Now, I don’t go out and hunt for dream snippets. I really do only use the ones that come to me and I don’t write every day, let alone do I even write every week. Maybe every other week seems a better schedule for writing these short stories and I do mean short. Two, maybe five pages at the very most.
The most recent story I’ve published into the system—under a pen name mostly because I think it still makes sense—came from a dream that confused me more than anything else when I first caught a glimpse of it. It made no sense and I can only imagine how the person who had that dream felt when they woke up. Now, I do know who had that dream, but this is beside the point. This is why I make so many changes to the snippet. I really only keep the barebone idea of it and then go off from there.

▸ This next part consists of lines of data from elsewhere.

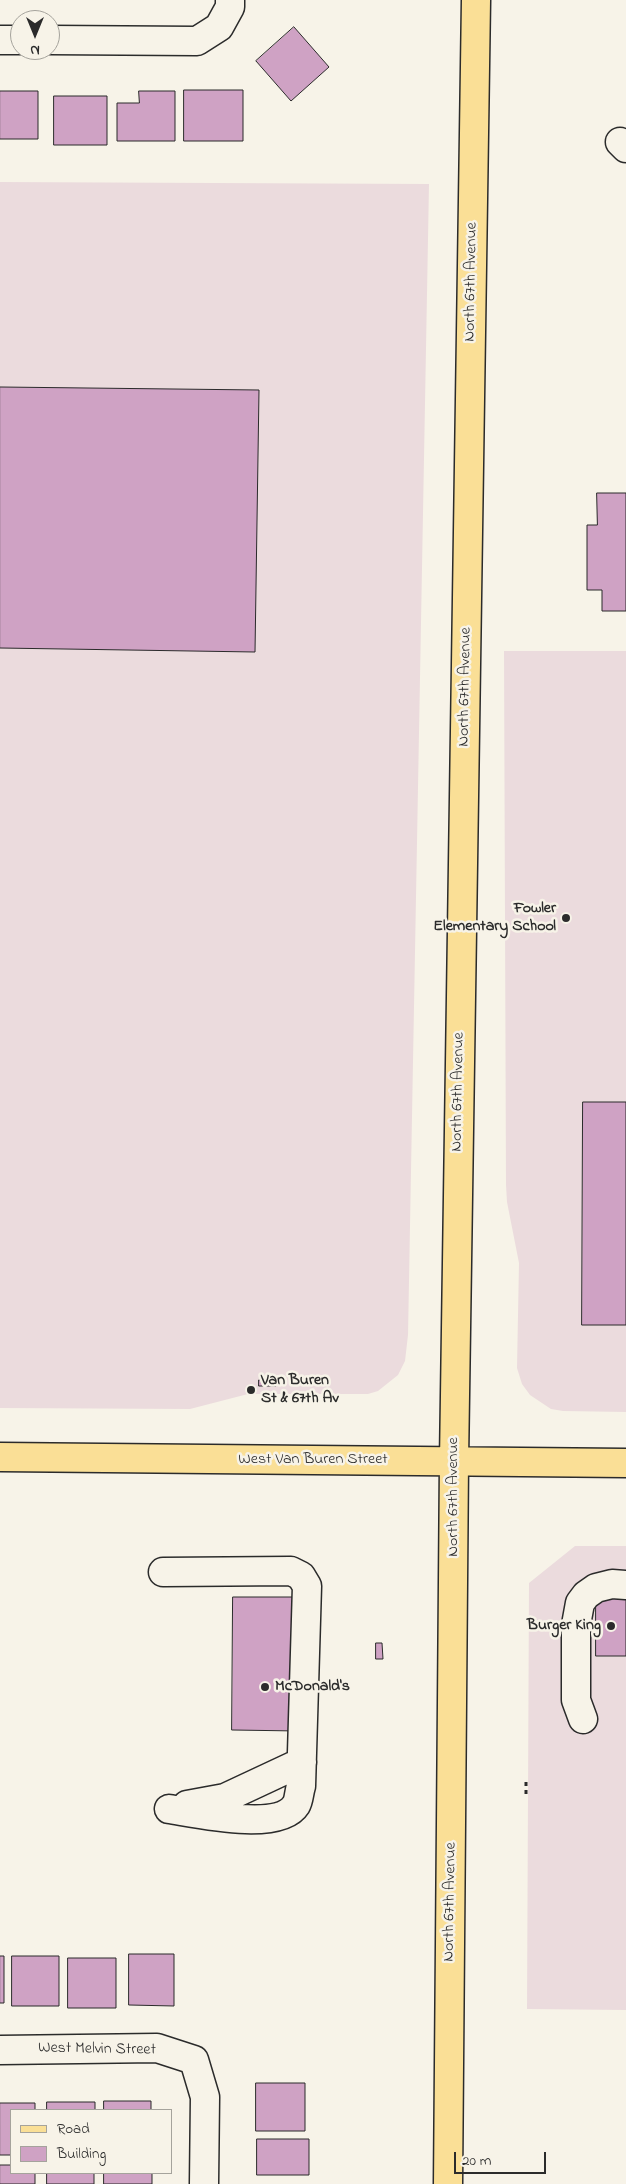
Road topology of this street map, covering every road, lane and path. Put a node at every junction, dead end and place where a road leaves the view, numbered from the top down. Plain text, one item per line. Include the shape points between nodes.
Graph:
1 (230, 0) edge
2 (476, 0) edge
3 (60, 40) edge
4 (0, 1457) edge
5 (454, 1461) junction
6 (626, 1463) edge
7 (164, 1572) dead end
8 (626, 1585) edge
9 (583, 1719) dead end
10 (302, 1762) junction
11 (526, 1782) dead end
12 (526, 1795) dead end
13 (0, 2050) edge
14 (204, 2184) edge
15 (448, 2184) edge

1 - 3 street via 230,7 219,27 197,41
2 - 5 main road, North 67th Avenue
4 - 5 main road, West Van Buren Street
5 - 6 main road, West Van Buren Street
5 - 15 main road, North 67th Avenue
7 - 10 street via 291,1571 308,1586
8 - 9 street via 596,1588 580,1604 576,1625 576,1700
10 - 10 street via 225,1798 169,1809 219,1817 277,1817 296,1805
11 - 12 path
13 - 14 street, West Melvin Street via 157,2048 194,2060 205,2097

The only thing I did keep from this snippet was one odd statement, or perhaps it really was more of a feeling. Something about being held back from doing something important, but the only person doing the holding back was the person themselves and, strangely enough, that person’s neighbour.
Now, this little bit was so vague, even in the dream, but it stayed with me enough to give me the idea I had for the story. It’s only a smart part of the story, the one part that turns it around and brings it to its conclusion but that’s usually how I work. Either it is what turns the story around, or it is the general idea behind the story itself.
I wouldn’t even be able to tell when I started writing these or why. Or, well, that would be a partial lie, I’m sure that if I look through all of my files and the dates when I started publishing these short stories, I’d be able to pinpoint near to exactly when I did start writing but that’s not the point. The point, I’m sure, if I can stay focused a little while longer, is that I know I was scribbling out brief stories or snippets and ideas long before I started posting them into the system.
In the long run, though, I don’t think it really matters that much, does it? What matters, I think, is that I’ve found something to do in quieter times when my mind refuses to let go of everything else. This became a thing, I think, when the kids finally all left home. I was so used to their sound and presence that I think my brain just partially rewired itself in a different way.
Our beautiful home is quiet most of the time now and my brain, even now, has days when it simply has little desire to just be. To allow itself the quiet for rest and relaxation. Yes, I’ve tried meditation but with my mind as it is and my power—under great control or otherwise—as it stands, I will never be in absolute quiet and this chance to focus on something else is just an extra that I appreciate as being part of my life. I like being able to write these stories, going back over them to fix up what’s wrong and just trying to make sure that they’re ready for the reading.
We all have to have our means of keeping ourselves entertained and this is mine.